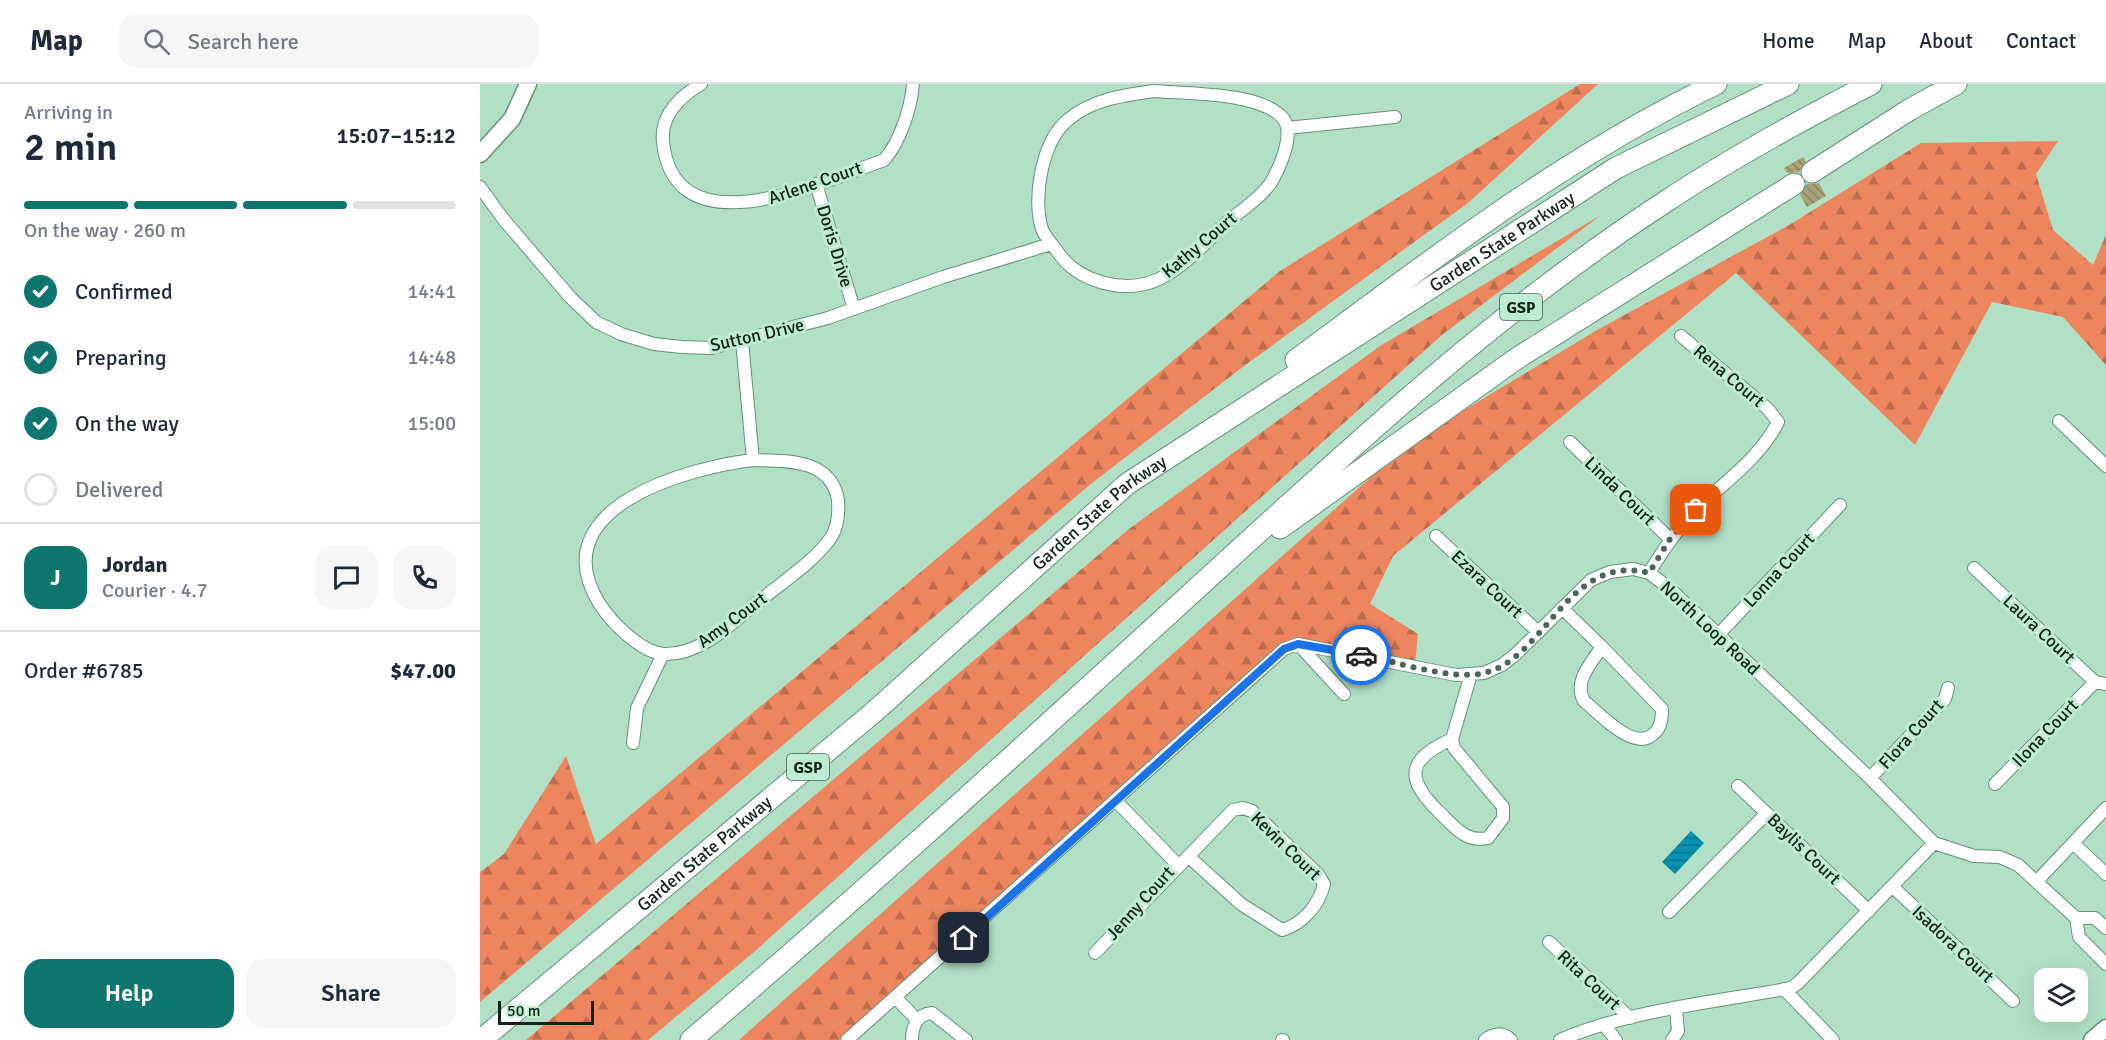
<!DOCTYPE html>
<html lang="en">
<head>
<meta charset="utf-8">
<style>
  body { margin:0; font-family:Signika,sans-serif; background:#f6f6f7; color:#1f2937; height:100vh; display:flex; flex-direction:column; font-size:22px; white-space:nowrap }
  * { box-sizing:border-box; margin:0 }
  p { font-size:20px; color:#747a83 }
  .icon { flex:none; width:33px; height:33px; fill:none; stroke:currentColor; stroke-width:2; stroke-linecap:round; stroke-linejoin:round }
  .map { position:relative; flex:1; overflow:hidden }
  .panel { display:flex; flex-direction:column; background:#fff; width:480px }
  .panel>* { flex:none }
  .fabs { position:absolute; left:1554px; top:884px; display:grid; gap:12px }
  .fabs a { display:grid; place-items:center; width:54px; height:54px; border-radius:12px; background:#fff; box-shadow:0 6px 24px #0002; font-size:30px }
  .scale { position:absolute; left:18px; bottom:15px; width:96px; box-sizing:border-box; padding-left:6px; border:3px solid #11231a; border-top:0; font-size:16px; line-height:21px; white-space:nowrap; color:#11231a; -webkit-text-stroke:4px #bdedd3; paint-order:stroke }
  .pin { position:absolute; display:grid; place-items:center; width:51px; height:51px; color:#fff; margin:-26px; border-radius:12px; box-shadow:0 3px 9px #0006 }
  .courier { position:absolute; display:grid; place-items:center; width:60px; height:60px; margin:-30px; border:4px solid #1a73e8; border-radius:50%; background:#fff; color:#222; box-shadow:0 2px 8px #0007 }
  .headline em { font-style:normal; font-weight:600 }
  .headline div { display:flex; flex-direction:column-reverse }
  .headline { display:flex; align-items:center; justify-content:space-between; height:102px; padding:0 24px }
  h1 { font-size:39px; font-weight:600; line-height:45px }
  .bar { display:grid; grid-template-columns:repeat(4,1fr); gap:9px 6px; align-content:center; height:72px; padding:0 24px }
  .bar i { height:8px; border-radius:4px; background:#e0e1e3 }
  .bar .active { background:#0f766e }
  .bar p { grid-column:span 4 }
  .line { display:flex; align-items:center; gap:15px; padding:0 24px; border-top:2px solid #e0e1e3 }
  .line div { flex:1 }
  .round { display:grid; place-items:center; flex:none; width:63px; height:63px; border-radius:18px; background:#f6f6f7 }
  ol { padding:0 24px; list-style:none }
  li { display:flex; align-items:center; gap:18px; height:66px }
  li p { margin-inline-start:auto }
  li .icon { padding:6px; border-radius:50%; background:#0f766e; color:#fff; stroke-width:4 }
  li:last-child { color:#747a83 }
  li i { width:33px; height:33px; border:3px solid #e0e1e3; border-radius:50% }
  .action { display:flex; gap:12px; margin-top:auto; padding:12px 24px }
  .action a { flex:1; height:69px; border-radius:18px; background:#0f766e; color:#fff; font-size:24px; font-weight:600; line-height:69px; text-align:center }
  .action a+a { background:#f6f6f7; color:#1f2937 }
  header { display:flex; align-items:center; gap:36px; box-sizing:border-box; height:84px; padding:0 30px; background:#fff; border-bottom:2px solid #e0e1e3 }
  header strong { font-size:28px }
  nav { display:flex; gap:33px; margin-inline-start:auto; font-size:21px }
  .search { width:420px; height:54px; background:#f6f6f7; display:flex; align-items:center; gap:15px; box-sizing:border-box; padding:0 21px; border-radius:18px; color:#747a83; font-size:22px }
  main { display:flex; flex:1; min-height:0 }
  .map>svg:first-child { display:block }
  .forest { fill:url(#forest-firs) }
  .water { fill:url(#water-rules) }
  .building { fill:url(#building-back-hatch) }
  .lines { fill:none; stroke-linecap:round; stroke-linejoin:round }
  .street-casing { stroke:#65917a; stroke-width:14 }
  .secondary-casing { stroke:#65917a; stroke-width:19 }
  .highway-casing { stroke:#65917a; stroke-width:23 }
  .street { stroke:#fff; stroke-width:12 }
  .secondary { stroke:#fff; stroke-width:16 }
  .highway { stroke:#fff; stroke-width:21 }
  .done { stroke:#496557; stroke-width:6; stroke-dasharray:0 10.8 }
  .route { stroke:#1a73e8; stroke-width:8 }
  .labels { text-anchor:middle; stroke-width:6; stroke-linejoin:round; paint-order:stroke }
  .shield { fill:#bdedd3; stroke:#456052; stroke-width:1.5 }
  .shield-label { font-size:16px; font-weight:bold; fill:#11231a }
  .street-label { font-size:18px; fill:#11231a; stroke:#bdedd3 }
</style>
</head>
<body>
<header>
<strong>Map</strong>
<div class="search"><svg class="icon" aria-label="search" viewBox="0 0 24 24"><circle cx="10" cy="10" r="6"/><path d="M15 15l6 6"/></svg>Search here</div>
<nav><a>Home</a><a>Map</a><a>About</a><a>Contact</a></nav>
</header>
<main>
<section class="panel">
<div class="headline"><div><h1>2 min</h1><p>Arriving in</p></div><em>15:07–15:12</em></div>
<div class="bar"><i class="active"></i><i class="active"></i><i class="active"></i><i></i><p>On the way · 260 m</p></div>
<ol>
<li><svg class="icon" aria-label="check" viewBox="0 0 24 24"><path d="M5 12l5 5 9-10"/></svg>Confirmed<p>14:41</p></li>
<li><svg class="icon" aria-label="check" viewBox="0 0 24 24"><path d="M5 12l5 5 9-10"/></svg>Preparing<p>14:48</p></li>
<li><svg class="icon" aria-label="check" viewBox="0 0 24 24"><path d="M5 12l5 5 9-10"/></svg>On the way<p>15:00</p></li>
<li><i></i>Delivered</li>
</ol>
<div class="line" style="height:108px"><b class="round" style="background:#0f766e;color:#fff">J</b><div><b>Jordan</b><p>Courier · 4.7</p></div><a class="round"><svg class="icon" aria-label="chat" viewBox="0 0 24 24"><path d="M4 5h16v11H9l-5 4z"/></svg></a><a class="round"><svg class="icon" aria-label="phone" viewBox="0 0 24 24"><path d="M5 4h4l2 5-3 2q2 4 5 5l2-3 5 2v4C11 20 4 13 5 4z"/></svg></a></div>
<div class="line" style="height:78px"><div>Order #6785</div><b>$47.00</b></div>
<div class="action"><a>Help</a><a>Share</a></div>
</section>
<div class="map">
<svg width="1626" height="956" viewBox="0 0 1626 956">
  <defs>
    <pattern id="forest-firs" width="22" height="20" patternUnits="userSpaceOnUse" patternTransform="scale(1.5)"><rect width="22" height="20" fill="#ed865f"/><path d="M5 1l3.5 6h-7zM16 11l3.5 6h-7z" fill="#bf6d4e"/></pattern>
    <pattern id="water-rules" width="6" height="5" patternUnits="userSpaceOnUse" patternTransform="scale(1.5)"><rect width="6" height="5" fill="#0890b0"/><path d="M0 2.5h6" fill="none" stroke="#07758e"/></pattern>
    <pattern id="building-back-hatch" width="6" height="6" patternUnits="userSpaceOnUse" patternTransform="scale(1.5)"><rect width="6" height="6" fill="#a8a277"/><path d="M-1 5l2 2M0 0l6 6M5-1l2 2" fill="none" stroke="#878461"/></pattern>
  </defs>
  <rect width="100%" height="100%" fill="#b1e0c7"/>
  <path class="forest" d="M1100,0H1118L988,119L764,282L612,399L0,918V788L24,770L86,672L116,760L800,187Z
    M1578,57L1556,90L1573,146L1613,181L1626,151V281L1583,233L1512,218L1435,361L1256,189L913,472L890,520L938,550L935,580L809,561L366,956H259L928,360L1117,246L1309,141L1441,59Z
    M1121,131L962,251L274,868L168,956H46L649,445L900,262Z"/>
  <path class="water" d="M1211,747L1224,759L1195,790L1182,778Z"/>
  <path class="building" d="M1323,73L1326,77L1319,88L1307,89L1304,84Z
    M1339,99L1346,112L1327,123L1320,111L1327,100Z"/>
  <g class="lines">
    <g class="street-casing">
      <path id="street" d="M221,0C201,12 180,31 183,58C195,169 344,97 404,76C420,58 431,24 433,0
        M674,7C708,10 778,8 802,33C816,48 800,82 792,97C781,114 760,127 745,140C725,159 704,183 679,195C645,211 597,198 577,167C572,160 565,153 562,145C552,114 562,56 589,35C613,15 645,11 674,7Z
        M807,44L915,33
        M336,100L374,225
        M0,103L24,136L90,213L116,238L141,250L174,260L202,263L231,264L348,234L463,193L571,160
        M262,257L273,376
        M1579,337L1626,382
        M1090,358L1190,455
        M273,376C305,377 351,374 358,416C359,429 358,444 350,455C333,478 304,497 282,515C253,537 224,570 186,570C162,570 131,538 119,519C61,424 206,384 273,376Z
        M956,452L1058,548
        M1494,484L1615,598L1626,600
        M1169,489C1183,466 1197,445 1216,426C1244,398 1280,374 1298,338L1288,325L1201,252
        M1082,524L1122,563
        M1239,550L1360,421
        M818,560L864,610
        M1122,563L1182,625C1182,635 1181,645 1172,651C1153,667 1119,629 1104,617C1093,598 1111,579 1122,563Z
        M972,655L974,664L1023,723V734L1008,754C985,759 974,742 958,727C924,693 928,675 972,655Z
        M972,655L991,590
        M153,659L157,624L183,570
        M1390,694L1465,615L1468,604
        M1515,700L1615,598
        M1258,702L1389,827
        M636,717L699,782
        M1594,760L1626,790
        M1557,797L1626,724
        M1413,803L1533,917
        M1189,828L1286,730
        M1596,834H1615L1626,844
        M1069,858L1150,934
        M615,869L753,726L763,724L772,727L838,790L844,800C839,821 823,840 802,846L761,820L708,772
        M1304,905L1353,956
        M416,914L437,936
        M1124,941L1136,956
        M367,956L804,565L818,560L976,591L1004,589L1022,581L1036,570L1111,496L1130,488L1153,485L1169,489L1188,503L1390,694L1454,759L1494,772L1520,773L1538,781L1596,834L1599,853L1626,880
        M432,956C432,943 437,930 452,929L486,956
        M802,956H803
        M1005,956C1013,949 1023,948 1031,956
        M1080,956C1149,926 1236,918 1311,904L1318,899L1454,759
        M1192,956L1198,947L1196,925"/>
    </g>
    <g class="secondary-casing">
      <path id="secondary" d="M0,70L32,35L48,0
        M1612,956L1626,944"/>
    </g>
    <g class="highway-casing">
      <g id="highway">
        <path d="M1332,88L1429,26L1476,0"/>
        <path d="M816,276C951,176 1083,74 1236,0"/>
        <path d="M800,444L1036,275L1314,100"/>
        <path id="s1" d="M1,956L394,628L647,400L1136,84L1308,0"/>
        <path d="M211,956C374,817 532,673 691,528C849,384 1005,235 1185,118C1251,74 1321,36 1391,0"/>
      </g>
    </g>
    <use href="#street" class="street"/>
    <use href="#secondary" class="secondary"/>
    <use href="#highway" class="highway"/>
  </g>
  <g class="lines">
    <path class="done" d="M881,571C915,577 971,597 1004,589C1066,575 1088,468 1169,489L1190,455L1216,426"/>
    <path class="route" d="M484,854L804,565L818,560L881,571"/>
  </g>
  <g class="labels">
    <g class="shield">
      <rect x="1020" y="210" width="42" height="26" rx="4.5"/>
      <rect x="307" y="670" width="42" height="26" rx="4.5"/>
    </g>
    <g class="shield-label">
      <text x="1041" y="229">GSP</text>
      <text x="328" y="689">GSP</text>
    </g>
    <g class="street-label">
      <text transform="translate(335 99) rotate(-19)" y="6">Arlene Court</text>
      <text dy="6" stroke="none"><textPath href="#s1" startOffset="1299">Garden State Parkway</textPath></text>
      <text transform="translate(719 161) rotate(-40)" y="6">Kathy Court</text>
      <text transform="translate(355 162) rotate(73)" y="6">Doris Drive</text>
      <text transform="translate(277 251) rotate(-13)" y="6">Sutton Drive</text>
      <text transform="translate(1249 292) rotate(40)" y="6">Rena Court</text>
      <text transform="translate(1140 407) rotate(44)" y="6">Linda Court</text>
      <text dy="6" stroke="none"><textPath href="#s1" startOffset="813">Garden State Parkway</textPath></text>
      <text transform="translate(1299 486) rotate(-47)" y="6">Lonna Court</text>
      <text transform="translate(1007 500) rotate(43)" y="6">Ezara Court</text>
      <text transform="translate(252 536) rotate(-36)" y="6">Amy Court</text>
      <text transform="translate(1230 544) rotate(43)" y="6">North Loop Road</text>
      <text transform="translate(1559 545) rotate(43)" y="6">Laura Court</text>
      <text transform="translate(1565 649) rotate(-46)" y="6">Ilona Court</text>
      <text transform="translate(1431 650) rotate(-48)" y="6">Flora Court</text>
      <text transform="translate(806 762) rotate(44)" y="6">Kevin Court</text>
      <text transform="translate(1324 765) rotate(44)" y="6">Baylis Court</text>
      <text dy="6" stroke="none"><textPath href="#s1" startOffset="291">Garden State Parkway</textPath></text>
      <text transform="translate(660 819) rotate(-48)" y="6">Jenny Court</text>
      <text transform="translate(1473 860) rotate(43)" y="6">Isadora Court</text>
      <text transform="translate(1109 896) rotate(43)" y="6">Rita Court</text>
    </g>
  </g>
</svg>
<div class="fabs">
<a><svg class="icon" aria-label="layers" viewBox="0 0 24 24"><path d="M12 4l9 5-9 5-9-5zM3 14l9 5 9-5"/></svg></a>
</div>
<div class="scale">50 m</div>
<div class="pin" style="left:1216px;top:426px;background:#ea580c"><svg class="icon" aria-label="bag" viewBox="0 0 24 24"><path d="M5 8h14l-1 12H6zM9 8a3 3 0 0 1 6 0"/></svg></div>
<div class="pin" style="left:484px;top:854px;background:#1f2937"><svg class="icon" aria-label="home" viewBox="0 0 24 24"><path d="M3 11l9-7 9 7M6 9v11h12V9"/></svg></div>
<div class="courier" style="left:881px;top:571px"><svg class="icon" aria-label="car" viewBox="0 0 24 24"><path d="M5 17H2v-5l4-1 3-4h7l3 4 3 1v5h-3M9 17h6M6 11h13"/><circle cx="7" cy="17" r="2"/><circle cx="17" cy="17" r="2"/></svg></div>
</div>
</main>
</body>
</html>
==========
Task item :: Return exactly the lines of the data, beginning with the first and ending with the line containing "display:grid; place-items:center; width:54px;". Skip the pictures.

Response below ::
<!DOCTYPE html>
<html lang="en">
<head>
<meta charset="utf-8">
<style>
  body { margin:0; font-family:Signika,sans-serif; background:#f6f6f7; color:#1f2937; height:100vh; display:flex; flex-direction:column; font-size:22px; white-space:nowrap }
  * { box-sizing:border-box; margin:0 }
  p { font-size:20px; color:#747a83 }
  .icon { flex:none; width:33px; height:33px; fill:none; stroke:currentColor; stroke-width:2; stroke-linecap:round; stroke-linejoin:round }
  .map { position:relative; flex:1; overflow:hidden }
  .panel { display:flex; flex-direction:column; background:#fff; width:480px }
  .panel>* { flex:none }
  .fabs { position:absolute; left:1554px; top:884px; display:grid; gap:12px }
  .fabs a { display:grid; place-items:center; width:54px; height:54px; border-radius:12px; background:#fff; box-shadow:0 6px 24px #0002; font-size:30px }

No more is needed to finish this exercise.